Путь по парку не любила, хоть он и короче. Знакомых можно встретить. Остановят, расспрашивать начнут, как и что, разглядывают: что надела? Где купила? В прошлый раз Юлька-дворничиха встала на дороге, не пройдешь. «Гдей-то сумку такую отхватила? Уж больно красива! И где только люди деньги берут?» И улыбнулась, змея, показав все свои белые зубы. Ядовитая баба, хоть и молодая!
Страшнее всего начальству на глаза попасть. Сразу про план, какая выручка, как товарооборот, отделайся от них! А не дай бог в контору заведут, сумку попросят показать...
Дорога эта не устраивала еще и потому, что проходила рядом с аттракционом, а там люди группами стоят, ходят по двое, а таких она боялась больше всего. Подойдут неожиданно, окружат, схватят — не вывернешься. Нет, здесь что ни шаг, то опасность.
На длинной скамье двое мужчин в светлых рубашках смотрели, как она приближалась к ним. «Не дай бог эти?» Захотелось повернуть в боковую аллею, но усилием воли заставила себя идти вперед, не показывать вида, что боится. Когда поравнялась с ними, один улыбнулся. «Нет, это не они! Когда человек улыбается — зла не сделает».
За двадцать минут ходьбы от дома до кафе она была измотана мыслями о возможном задержании. А как вошла в дверь, так сразу успокоилась. «Нет, нужно все бросить, так больше продолжаться не может!» — думала она, принимаясь за дела. Она вспомнила, что в прошлом году тоже баловалась с коньяком, страху натерпелась, слово давала — к кафе близко не подходить. А время прошло, вроде все позабылось. С Витюхой хотела поговорить, да какой он советчик! А весной директор позвонила и попросила лето поработать в кафе.

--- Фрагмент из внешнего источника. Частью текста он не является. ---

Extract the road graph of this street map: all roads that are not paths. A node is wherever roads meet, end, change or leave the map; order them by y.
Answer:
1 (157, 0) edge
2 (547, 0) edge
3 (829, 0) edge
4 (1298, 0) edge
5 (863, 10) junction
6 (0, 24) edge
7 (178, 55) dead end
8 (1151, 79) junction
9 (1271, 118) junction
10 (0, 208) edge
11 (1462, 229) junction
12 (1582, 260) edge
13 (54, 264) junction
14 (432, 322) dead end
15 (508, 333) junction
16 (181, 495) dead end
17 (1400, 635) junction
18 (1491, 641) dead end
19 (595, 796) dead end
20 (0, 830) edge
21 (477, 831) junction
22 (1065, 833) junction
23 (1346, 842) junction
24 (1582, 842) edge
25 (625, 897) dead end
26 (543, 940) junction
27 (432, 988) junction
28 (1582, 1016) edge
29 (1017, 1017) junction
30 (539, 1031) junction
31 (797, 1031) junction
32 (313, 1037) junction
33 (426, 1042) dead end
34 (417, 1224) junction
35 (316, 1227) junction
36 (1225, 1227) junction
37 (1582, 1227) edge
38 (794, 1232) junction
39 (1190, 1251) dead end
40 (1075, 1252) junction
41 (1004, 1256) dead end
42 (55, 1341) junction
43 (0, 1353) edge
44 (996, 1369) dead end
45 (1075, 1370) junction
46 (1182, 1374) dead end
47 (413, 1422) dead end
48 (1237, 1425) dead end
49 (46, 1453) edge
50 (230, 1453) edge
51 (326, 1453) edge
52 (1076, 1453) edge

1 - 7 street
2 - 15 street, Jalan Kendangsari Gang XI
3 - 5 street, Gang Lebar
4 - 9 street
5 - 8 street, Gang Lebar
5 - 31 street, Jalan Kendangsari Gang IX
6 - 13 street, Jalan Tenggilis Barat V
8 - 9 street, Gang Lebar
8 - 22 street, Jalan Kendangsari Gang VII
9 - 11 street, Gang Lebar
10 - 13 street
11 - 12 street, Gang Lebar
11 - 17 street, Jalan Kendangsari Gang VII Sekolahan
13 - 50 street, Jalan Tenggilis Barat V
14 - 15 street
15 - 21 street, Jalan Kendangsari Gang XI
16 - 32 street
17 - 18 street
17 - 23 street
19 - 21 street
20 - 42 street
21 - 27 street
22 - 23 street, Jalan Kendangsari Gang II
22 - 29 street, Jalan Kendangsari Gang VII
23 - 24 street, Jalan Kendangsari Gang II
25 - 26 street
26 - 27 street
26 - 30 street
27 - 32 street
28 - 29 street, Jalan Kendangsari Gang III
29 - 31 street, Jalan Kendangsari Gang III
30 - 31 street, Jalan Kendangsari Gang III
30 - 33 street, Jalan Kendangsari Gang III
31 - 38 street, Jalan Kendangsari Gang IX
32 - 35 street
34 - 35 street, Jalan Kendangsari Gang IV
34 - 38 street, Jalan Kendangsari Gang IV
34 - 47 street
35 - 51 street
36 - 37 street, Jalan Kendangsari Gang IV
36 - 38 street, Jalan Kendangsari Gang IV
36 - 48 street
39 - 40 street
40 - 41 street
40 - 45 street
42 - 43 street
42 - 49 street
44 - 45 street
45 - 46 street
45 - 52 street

А тут еще напарница про Глашку Носову рассказала. Приехала та в деревню — и давай важничать. Снег до колен, тропинка в деревне не асфальт в городе, а она в новых туфельках, в шубе каракулевой с воротником голубой норки. Все деревня глазела. Бабка Дуня-колдунья хоть и стара, а тоже из дома вылезла. Она возьми и скажи: «Глашка, хворь, чай, так можно ухватить!» Будет Глашка ее слушать, рукой махнула и пошла. Сами с усами, знаем, что делаем. А слово бабки раньше било прямо в душу, глаз — косой, рот — кривой, молвит что — жди беды. Сына на войне убили, может, из-за того вещуньей сделалась.
С напарницей они из одной деревни, поэтому всех в деревне знают. Напарница рассказала еще, что Глашкину шубу приходил смотреть из соседней деревни местный скорняк Василий Иванович, все не верил, что шуба стоит дороже любого деревенского дома. А муж Глашки, очкарик, сказал: «Хватит Глафире в недостатках жить, пусть походит в каракуле, в жизни должна быть справедливость!» Ясное дело, достаток у матери Глашки был небольшой, много ли на жалованье почтальона белых булок купишь. Сейчас ей Глашка не чета, институт окончила, мужа вон какого отхватила.
Вспоминая беседу с напарницей, она думала, что одевается лучше ее. А если все пойдет хорошо, то осенью еще шубу купит самую дорогую, может, из норки; хотелось бы и Витюхе машину подарить. Дача ей ни к чему, на даче некогда работать, а вот если бы у Витюхи была машина! Эх, совсем бы стал ручным, пить бы бросил.
Она понимала, что много волнений у нее от частых проверок кафе. Придут, делают вид, что простые покупатели, а потом — контрольная! И давай пересчитывать, перемеривать. А эти последние хороши! Принесли спиртомер, крепость проверяли... Пищал занудистый старикашка: «Букет не тот! Запах! Запах не тот!» — «Какой коньяк поступает с винозавода, таким и торгуем!»
...Вечером Ольга и Клава разошлись из кафе в разные стороны.
...А потом наступило новое утро, она опять шла на работу. Однажды она даже не поняла, что ее окликают. Вздрогнула и ускорила шаги.
— Извините, — повторил человек, появившийся из боковой аллеи, и она почувствовала, как до ее руки дотронулись. Она оглянулась и увидела перед собой милиционера.
«Все!» — пронеслось в голове. Деревья, люди, цветы, сумка, милиционер смешались в одну цветную карусель. «Господи! Хорошо хоть деньги отнесла!» А милиционер что-то говорил, приложив руку к козырьку. Слов не слышала — кровь толчками била в виски, шумела в ушах. Руками она судорожно прижала сумку к груди. Невольная дрожь пробежала по телу, она остановилась полная смутного надвигающегося ужаса. Сколько раз представляла, как ее задержат, как арестуют, как поведут по улице. Позору-то, позору!.. Хотела бежать — ноги не слушались.